Aim of the exercise: Where the string "main" shows up in a line of the records, copy that line.

(Saved data entries)
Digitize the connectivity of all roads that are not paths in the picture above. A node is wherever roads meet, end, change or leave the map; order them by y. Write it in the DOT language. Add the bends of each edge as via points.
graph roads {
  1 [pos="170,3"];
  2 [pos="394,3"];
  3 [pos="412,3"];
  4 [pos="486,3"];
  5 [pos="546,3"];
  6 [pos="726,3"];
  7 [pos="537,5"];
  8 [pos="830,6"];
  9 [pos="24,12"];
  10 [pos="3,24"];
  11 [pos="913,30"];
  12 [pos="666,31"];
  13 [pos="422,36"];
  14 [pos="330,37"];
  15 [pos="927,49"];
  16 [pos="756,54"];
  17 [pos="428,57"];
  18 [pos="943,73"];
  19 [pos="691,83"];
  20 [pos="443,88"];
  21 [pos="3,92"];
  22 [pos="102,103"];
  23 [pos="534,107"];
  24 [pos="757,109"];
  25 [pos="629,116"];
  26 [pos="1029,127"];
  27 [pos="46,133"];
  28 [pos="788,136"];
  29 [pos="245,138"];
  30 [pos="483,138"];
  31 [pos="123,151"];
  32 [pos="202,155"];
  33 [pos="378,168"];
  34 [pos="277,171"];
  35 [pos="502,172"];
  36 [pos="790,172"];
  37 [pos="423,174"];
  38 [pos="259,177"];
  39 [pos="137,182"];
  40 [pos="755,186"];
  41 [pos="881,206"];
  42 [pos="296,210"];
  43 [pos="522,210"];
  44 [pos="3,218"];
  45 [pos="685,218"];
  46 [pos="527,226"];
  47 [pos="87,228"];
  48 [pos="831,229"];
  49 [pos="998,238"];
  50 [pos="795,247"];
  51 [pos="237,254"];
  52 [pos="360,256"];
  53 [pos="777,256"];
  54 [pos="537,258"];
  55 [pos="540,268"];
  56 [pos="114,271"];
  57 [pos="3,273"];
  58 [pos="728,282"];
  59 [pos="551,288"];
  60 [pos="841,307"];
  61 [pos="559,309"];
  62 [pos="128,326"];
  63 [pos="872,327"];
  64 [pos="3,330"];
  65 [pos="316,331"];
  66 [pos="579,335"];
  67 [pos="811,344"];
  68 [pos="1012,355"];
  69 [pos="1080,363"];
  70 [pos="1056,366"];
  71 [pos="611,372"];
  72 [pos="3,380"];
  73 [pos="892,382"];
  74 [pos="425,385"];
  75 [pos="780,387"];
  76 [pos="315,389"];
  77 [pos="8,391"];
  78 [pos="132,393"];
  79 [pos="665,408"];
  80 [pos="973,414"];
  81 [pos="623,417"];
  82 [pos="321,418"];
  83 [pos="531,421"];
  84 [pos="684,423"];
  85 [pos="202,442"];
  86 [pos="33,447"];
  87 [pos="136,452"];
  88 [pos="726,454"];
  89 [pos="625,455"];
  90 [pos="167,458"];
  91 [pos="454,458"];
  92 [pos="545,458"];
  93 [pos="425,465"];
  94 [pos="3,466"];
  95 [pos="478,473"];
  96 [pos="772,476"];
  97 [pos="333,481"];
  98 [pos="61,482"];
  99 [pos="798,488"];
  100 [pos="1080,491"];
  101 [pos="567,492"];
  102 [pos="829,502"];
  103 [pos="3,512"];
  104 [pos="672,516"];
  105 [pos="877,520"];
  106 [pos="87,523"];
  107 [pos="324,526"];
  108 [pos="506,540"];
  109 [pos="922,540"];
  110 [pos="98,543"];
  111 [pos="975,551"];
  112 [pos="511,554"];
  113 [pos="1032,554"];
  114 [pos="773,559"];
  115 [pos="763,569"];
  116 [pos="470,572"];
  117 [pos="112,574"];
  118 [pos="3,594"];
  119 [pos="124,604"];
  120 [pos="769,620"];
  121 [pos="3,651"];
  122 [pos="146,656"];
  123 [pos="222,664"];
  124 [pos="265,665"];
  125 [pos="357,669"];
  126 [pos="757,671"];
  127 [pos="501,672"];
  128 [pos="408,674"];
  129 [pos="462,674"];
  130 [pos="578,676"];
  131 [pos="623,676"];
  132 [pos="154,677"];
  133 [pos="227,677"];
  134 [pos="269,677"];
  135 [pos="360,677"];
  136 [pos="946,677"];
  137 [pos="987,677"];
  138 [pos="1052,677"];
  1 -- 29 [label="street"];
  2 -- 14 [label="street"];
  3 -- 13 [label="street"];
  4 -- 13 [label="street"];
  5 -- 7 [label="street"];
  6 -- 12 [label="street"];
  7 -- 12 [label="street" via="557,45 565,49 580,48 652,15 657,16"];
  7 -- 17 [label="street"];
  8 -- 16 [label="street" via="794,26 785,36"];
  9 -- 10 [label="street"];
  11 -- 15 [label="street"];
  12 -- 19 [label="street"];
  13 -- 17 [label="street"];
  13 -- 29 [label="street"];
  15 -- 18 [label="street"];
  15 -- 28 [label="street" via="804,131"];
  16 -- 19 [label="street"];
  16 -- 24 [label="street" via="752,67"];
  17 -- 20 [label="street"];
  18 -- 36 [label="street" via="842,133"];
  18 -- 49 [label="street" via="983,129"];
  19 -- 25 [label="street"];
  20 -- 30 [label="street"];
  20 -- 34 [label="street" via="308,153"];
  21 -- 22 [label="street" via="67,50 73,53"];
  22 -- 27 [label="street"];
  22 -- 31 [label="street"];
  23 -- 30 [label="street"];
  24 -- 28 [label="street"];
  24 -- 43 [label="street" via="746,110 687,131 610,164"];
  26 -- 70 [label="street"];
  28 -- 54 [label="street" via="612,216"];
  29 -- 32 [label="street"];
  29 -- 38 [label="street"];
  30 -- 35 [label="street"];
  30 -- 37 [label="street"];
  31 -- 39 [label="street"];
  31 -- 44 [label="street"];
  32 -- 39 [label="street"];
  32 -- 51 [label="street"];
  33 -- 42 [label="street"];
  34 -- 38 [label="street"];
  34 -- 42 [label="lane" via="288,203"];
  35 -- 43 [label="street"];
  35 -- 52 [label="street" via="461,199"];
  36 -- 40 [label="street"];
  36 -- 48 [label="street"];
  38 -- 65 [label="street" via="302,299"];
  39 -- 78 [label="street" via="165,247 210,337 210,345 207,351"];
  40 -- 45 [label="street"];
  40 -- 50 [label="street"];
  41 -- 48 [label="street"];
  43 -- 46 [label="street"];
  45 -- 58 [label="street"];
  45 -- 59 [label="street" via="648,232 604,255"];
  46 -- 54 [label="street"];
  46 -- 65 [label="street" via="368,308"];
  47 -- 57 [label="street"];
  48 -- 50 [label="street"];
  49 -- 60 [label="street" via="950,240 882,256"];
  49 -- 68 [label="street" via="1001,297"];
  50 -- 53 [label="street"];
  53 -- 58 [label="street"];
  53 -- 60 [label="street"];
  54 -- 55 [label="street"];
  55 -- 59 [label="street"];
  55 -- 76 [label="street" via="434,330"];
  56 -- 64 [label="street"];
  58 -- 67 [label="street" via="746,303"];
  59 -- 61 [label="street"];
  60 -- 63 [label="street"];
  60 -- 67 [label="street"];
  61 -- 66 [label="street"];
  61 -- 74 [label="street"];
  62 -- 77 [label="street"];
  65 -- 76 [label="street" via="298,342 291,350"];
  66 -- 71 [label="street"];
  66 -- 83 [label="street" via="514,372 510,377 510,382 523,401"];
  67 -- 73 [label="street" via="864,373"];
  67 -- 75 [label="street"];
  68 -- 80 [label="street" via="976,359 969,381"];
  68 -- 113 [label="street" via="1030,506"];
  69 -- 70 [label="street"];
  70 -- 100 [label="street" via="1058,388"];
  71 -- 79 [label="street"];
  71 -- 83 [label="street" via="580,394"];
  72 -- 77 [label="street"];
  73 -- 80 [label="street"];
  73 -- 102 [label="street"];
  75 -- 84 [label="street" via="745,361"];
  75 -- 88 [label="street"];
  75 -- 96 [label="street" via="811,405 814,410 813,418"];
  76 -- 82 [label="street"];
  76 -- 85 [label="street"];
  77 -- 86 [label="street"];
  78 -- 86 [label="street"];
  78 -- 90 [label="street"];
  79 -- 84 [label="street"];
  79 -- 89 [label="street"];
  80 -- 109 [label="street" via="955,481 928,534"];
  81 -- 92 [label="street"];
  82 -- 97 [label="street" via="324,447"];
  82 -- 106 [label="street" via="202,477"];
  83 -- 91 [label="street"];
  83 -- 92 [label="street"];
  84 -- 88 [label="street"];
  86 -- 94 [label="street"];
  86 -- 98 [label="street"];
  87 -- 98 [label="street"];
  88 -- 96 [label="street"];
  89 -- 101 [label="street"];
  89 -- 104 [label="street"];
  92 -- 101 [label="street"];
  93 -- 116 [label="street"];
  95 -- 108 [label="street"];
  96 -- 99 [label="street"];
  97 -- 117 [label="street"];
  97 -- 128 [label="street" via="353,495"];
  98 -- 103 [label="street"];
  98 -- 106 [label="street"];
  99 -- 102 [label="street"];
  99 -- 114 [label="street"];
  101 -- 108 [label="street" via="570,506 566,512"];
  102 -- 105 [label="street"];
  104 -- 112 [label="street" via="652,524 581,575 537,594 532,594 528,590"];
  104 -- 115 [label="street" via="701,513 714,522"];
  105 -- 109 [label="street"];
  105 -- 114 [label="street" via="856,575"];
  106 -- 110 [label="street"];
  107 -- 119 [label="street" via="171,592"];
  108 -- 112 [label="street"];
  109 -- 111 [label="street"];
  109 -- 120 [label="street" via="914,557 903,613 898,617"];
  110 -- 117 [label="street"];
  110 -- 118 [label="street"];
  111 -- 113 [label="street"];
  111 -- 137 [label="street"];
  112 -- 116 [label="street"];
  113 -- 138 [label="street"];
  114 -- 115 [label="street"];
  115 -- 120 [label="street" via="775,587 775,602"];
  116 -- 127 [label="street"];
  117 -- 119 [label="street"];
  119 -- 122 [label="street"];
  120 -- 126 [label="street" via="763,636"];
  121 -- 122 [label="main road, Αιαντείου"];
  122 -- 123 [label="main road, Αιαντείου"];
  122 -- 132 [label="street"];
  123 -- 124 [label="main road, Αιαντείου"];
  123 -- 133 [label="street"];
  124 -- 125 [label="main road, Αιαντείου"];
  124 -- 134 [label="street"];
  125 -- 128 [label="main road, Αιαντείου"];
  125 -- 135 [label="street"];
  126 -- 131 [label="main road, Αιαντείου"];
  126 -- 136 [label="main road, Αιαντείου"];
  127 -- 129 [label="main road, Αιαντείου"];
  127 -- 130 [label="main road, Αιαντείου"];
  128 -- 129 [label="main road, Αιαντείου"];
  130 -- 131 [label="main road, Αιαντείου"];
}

Solution:
  121 -- 122 [label="main road, Αιαντείου"];
  122 -- 123 [label="main road, Αιαντείου"];
  123 -- 124 [label="main road, Αιαντείου"];
  124 -- 125 [label="main road, Αιαντείου"];
  125 -- 128 [label="main road, Αιαντείου"];
  126 -- 131 [label="main road, Αιαντείου"];
  126 -- 136 [label="main road, Αιαντείου"];
  127 -- 129 [label="main road, Αιαντείου"];
  127 -- 130 [label="main road, Αιαντείου"];
  128 -- 129 [label="main road, Αιαντείου"];
  130 -- 131 [label="main road, Αιαντείου"];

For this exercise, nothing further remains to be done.